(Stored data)

******************************

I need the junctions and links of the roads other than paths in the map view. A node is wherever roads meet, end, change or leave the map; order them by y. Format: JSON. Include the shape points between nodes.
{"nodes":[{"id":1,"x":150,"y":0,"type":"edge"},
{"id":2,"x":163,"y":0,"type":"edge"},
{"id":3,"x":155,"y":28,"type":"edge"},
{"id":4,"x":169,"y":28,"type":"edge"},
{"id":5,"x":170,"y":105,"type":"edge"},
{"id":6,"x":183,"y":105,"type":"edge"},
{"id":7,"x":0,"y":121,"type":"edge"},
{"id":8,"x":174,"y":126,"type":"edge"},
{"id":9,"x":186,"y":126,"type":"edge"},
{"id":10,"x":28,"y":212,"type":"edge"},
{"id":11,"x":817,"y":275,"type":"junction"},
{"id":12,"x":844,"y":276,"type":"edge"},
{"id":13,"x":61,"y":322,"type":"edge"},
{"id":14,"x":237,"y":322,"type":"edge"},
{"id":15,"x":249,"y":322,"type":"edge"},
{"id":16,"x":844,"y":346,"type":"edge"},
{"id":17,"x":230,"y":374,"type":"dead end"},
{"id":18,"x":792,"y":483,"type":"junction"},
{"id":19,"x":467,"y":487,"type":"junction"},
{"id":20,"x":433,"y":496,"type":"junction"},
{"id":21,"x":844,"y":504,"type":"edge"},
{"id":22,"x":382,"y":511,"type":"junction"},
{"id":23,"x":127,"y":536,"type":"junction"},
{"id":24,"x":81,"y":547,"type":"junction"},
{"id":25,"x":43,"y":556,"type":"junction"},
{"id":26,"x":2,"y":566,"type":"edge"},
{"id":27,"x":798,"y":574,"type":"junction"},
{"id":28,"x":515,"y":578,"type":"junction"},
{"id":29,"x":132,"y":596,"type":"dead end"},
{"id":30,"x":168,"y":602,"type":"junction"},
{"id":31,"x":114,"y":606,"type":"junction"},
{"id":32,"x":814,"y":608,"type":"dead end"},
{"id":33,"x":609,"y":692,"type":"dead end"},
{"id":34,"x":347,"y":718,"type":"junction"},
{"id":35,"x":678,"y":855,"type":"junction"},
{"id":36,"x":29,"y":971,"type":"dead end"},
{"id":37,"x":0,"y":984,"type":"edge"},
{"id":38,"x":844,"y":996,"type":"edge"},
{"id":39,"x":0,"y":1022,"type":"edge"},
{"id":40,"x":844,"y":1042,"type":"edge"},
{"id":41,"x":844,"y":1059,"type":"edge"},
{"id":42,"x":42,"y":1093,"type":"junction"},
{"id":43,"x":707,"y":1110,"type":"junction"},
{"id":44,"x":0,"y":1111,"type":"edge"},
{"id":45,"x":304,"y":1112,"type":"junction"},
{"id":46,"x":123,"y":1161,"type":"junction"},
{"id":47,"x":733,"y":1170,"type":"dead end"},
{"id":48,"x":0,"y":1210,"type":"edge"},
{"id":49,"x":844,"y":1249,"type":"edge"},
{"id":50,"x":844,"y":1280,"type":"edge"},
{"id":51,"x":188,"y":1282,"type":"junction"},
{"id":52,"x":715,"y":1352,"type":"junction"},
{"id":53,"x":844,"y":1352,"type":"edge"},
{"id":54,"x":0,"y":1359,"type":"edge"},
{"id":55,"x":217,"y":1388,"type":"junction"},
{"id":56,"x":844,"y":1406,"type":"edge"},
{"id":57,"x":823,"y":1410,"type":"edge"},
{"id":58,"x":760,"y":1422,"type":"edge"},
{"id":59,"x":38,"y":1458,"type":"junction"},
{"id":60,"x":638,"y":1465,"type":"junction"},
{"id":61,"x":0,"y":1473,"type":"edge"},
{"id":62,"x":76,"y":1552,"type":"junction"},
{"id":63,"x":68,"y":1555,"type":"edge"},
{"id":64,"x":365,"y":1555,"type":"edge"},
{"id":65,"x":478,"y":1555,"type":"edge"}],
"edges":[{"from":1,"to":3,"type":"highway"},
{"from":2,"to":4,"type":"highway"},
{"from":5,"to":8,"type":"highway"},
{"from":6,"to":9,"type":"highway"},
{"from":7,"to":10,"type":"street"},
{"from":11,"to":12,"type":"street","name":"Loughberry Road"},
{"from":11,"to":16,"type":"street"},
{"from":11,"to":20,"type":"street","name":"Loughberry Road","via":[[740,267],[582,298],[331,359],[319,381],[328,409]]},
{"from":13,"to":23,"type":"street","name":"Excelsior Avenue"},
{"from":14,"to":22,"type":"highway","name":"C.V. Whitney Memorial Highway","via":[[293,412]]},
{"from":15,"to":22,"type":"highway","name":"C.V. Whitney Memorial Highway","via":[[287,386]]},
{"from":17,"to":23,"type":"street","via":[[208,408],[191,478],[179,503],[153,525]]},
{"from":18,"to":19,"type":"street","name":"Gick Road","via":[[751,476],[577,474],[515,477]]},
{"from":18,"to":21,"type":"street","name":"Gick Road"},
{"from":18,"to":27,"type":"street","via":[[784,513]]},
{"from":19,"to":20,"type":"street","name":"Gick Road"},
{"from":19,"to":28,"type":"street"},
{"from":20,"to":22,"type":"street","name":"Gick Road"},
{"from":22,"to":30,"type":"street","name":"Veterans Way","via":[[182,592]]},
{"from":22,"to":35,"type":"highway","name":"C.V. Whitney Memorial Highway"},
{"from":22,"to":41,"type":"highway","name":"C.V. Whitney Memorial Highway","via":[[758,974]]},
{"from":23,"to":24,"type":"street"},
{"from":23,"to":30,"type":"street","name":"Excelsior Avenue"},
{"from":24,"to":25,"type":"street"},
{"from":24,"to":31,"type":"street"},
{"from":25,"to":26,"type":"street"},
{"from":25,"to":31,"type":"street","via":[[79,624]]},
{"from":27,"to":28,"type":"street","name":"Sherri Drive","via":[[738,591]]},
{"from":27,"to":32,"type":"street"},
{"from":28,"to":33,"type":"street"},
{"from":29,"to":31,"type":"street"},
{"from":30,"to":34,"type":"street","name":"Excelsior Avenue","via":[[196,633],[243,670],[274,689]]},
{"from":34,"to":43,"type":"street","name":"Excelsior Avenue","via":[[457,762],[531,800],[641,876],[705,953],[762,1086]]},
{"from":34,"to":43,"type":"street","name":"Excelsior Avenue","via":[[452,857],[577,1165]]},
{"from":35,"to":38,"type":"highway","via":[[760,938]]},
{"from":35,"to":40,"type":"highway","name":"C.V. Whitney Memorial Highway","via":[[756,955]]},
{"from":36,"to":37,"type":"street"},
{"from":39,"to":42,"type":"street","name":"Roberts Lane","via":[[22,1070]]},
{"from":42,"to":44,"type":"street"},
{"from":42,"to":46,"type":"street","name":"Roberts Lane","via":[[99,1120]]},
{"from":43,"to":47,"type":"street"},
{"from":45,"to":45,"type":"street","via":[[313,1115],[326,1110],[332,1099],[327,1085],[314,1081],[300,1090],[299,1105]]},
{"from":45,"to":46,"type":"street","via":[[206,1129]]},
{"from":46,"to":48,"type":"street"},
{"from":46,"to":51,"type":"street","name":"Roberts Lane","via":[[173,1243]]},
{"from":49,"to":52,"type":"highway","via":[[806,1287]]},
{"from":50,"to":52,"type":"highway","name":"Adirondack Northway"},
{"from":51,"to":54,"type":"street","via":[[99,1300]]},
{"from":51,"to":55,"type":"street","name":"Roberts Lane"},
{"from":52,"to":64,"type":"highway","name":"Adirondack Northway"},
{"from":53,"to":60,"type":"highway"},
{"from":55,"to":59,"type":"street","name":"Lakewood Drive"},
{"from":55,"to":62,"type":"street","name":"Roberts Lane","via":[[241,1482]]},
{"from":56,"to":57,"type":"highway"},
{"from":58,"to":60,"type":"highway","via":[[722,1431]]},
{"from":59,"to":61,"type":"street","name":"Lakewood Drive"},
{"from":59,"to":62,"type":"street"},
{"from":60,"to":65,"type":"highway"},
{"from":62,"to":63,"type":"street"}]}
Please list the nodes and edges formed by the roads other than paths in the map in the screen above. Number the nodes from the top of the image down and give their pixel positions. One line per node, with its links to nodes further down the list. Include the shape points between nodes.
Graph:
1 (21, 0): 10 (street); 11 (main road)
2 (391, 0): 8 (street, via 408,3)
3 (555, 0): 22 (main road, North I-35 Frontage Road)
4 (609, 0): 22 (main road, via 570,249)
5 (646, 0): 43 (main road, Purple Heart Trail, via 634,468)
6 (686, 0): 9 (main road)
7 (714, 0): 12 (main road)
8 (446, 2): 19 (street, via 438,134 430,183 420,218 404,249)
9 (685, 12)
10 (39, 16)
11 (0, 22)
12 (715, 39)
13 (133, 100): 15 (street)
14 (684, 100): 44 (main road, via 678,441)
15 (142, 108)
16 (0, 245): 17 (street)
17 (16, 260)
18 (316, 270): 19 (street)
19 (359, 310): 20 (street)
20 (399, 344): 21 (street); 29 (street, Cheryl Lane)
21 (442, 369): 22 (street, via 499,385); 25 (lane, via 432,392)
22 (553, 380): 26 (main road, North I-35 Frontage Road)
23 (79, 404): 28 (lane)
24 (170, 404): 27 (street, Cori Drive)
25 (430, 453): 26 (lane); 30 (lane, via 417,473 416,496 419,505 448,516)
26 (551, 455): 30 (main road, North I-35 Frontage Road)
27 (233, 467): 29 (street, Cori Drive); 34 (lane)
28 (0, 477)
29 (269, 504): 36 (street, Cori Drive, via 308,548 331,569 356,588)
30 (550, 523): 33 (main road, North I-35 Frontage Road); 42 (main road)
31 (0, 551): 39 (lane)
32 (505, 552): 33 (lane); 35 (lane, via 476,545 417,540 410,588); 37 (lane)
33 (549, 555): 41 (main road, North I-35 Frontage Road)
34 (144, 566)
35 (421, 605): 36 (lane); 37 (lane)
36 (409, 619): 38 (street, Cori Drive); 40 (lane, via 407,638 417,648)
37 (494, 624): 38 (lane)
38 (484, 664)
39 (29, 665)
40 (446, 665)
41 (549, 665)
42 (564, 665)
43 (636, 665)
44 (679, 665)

******************************

▶ _What is expected_
Please report every line of the records above that contains the word "Whitney".

▶ _Task solution_
{"from":14,"to":22,"type":"highway","name":"C.V. Whitney Memorial Highway","via":[[293,412]]},
{"from":15,"to":22,"type":"highway","name":"C.V. Whitney Memorial Highway","via":[[287,386]]},
{"from":22,"to":35,"type":"highway","name":"C.V. Whitney Memorial Highway"},
{"from":22,"to":41,"type":"highway","name":"C.V. Whitney Memorial Highway","via":[[758,974]]},
{"from":35,"to":40,"type":"highway","name":"C.V. Whitney Memorial Highway","via":[[756,955]]},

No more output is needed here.